▸ The problem: Filter this data down to the lines that hold "Desert", and copy them.

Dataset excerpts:
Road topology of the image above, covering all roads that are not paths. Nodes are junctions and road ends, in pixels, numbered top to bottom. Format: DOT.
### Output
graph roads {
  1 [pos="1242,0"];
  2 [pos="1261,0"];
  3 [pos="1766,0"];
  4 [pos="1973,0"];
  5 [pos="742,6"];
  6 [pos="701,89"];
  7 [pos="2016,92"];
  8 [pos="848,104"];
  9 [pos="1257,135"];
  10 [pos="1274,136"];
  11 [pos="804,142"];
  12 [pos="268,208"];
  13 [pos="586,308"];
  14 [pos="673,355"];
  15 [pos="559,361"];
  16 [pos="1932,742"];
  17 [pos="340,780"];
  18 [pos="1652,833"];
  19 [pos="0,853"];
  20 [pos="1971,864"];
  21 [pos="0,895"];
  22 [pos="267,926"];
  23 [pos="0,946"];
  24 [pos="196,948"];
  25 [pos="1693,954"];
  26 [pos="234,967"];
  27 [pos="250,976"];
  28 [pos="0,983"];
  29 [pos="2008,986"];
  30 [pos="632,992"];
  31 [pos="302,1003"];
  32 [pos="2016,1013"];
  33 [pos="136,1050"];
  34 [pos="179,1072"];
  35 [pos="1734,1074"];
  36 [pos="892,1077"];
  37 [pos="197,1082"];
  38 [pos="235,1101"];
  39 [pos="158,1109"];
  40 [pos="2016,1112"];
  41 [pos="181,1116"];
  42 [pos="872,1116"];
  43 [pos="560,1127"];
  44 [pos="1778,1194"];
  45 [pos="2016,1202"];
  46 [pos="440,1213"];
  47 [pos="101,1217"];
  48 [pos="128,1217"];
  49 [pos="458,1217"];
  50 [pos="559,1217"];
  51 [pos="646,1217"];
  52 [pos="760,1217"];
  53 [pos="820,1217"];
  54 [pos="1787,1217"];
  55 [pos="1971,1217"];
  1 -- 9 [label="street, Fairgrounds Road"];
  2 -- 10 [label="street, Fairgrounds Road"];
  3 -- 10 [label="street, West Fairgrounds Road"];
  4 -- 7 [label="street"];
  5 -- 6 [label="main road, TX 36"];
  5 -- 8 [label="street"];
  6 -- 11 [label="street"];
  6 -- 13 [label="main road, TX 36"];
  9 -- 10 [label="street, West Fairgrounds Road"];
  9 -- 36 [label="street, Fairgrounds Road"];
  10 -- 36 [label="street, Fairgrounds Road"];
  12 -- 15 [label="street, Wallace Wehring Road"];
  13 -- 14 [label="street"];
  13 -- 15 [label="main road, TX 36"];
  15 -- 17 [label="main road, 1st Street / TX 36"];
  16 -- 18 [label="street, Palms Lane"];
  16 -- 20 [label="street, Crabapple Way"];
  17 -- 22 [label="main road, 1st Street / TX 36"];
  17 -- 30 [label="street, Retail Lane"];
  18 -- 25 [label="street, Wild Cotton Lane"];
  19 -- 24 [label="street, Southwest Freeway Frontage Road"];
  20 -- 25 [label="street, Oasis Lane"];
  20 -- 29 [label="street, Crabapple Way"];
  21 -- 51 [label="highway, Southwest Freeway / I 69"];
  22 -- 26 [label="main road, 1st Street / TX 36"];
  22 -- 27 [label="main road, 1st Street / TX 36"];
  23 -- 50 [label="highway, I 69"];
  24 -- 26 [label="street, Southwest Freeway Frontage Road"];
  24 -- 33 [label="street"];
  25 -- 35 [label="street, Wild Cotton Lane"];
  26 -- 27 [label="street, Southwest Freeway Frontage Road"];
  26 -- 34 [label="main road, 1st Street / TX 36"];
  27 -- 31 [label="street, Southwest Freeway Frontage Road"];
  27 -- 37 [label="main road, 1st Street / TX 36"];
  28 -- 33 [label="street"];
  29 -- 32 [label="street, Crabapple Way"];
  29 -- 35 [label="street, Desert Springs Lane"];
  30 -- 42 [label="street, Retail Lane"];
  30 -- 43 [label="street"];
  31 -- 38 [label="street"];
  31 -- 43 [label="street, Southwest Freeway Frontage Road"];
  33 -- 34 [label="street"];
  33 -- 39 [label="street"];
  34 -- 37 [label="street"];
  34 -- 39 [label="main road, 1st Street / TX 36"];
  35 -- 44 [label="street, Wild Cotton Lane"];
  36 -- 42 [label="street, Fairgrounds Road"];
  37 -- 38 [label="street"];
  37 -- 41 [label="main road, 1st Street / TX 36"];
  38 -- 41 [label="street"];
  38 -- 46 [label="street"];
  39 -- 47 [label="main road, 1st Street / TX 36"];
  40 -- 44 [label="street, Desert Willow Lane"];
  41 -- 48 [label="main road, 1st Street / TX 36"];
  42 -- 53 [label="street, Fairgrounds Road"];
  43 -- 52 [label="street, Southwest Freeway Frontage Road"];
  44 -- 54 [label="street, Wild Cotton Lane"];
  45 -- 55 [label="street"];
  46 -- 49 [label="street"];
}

▸ Solution for this exercise:
  29 -- 35 [label="street, Desert Springs Lane"];
  40 -- 44 [label="street, Desert Willow Lane"];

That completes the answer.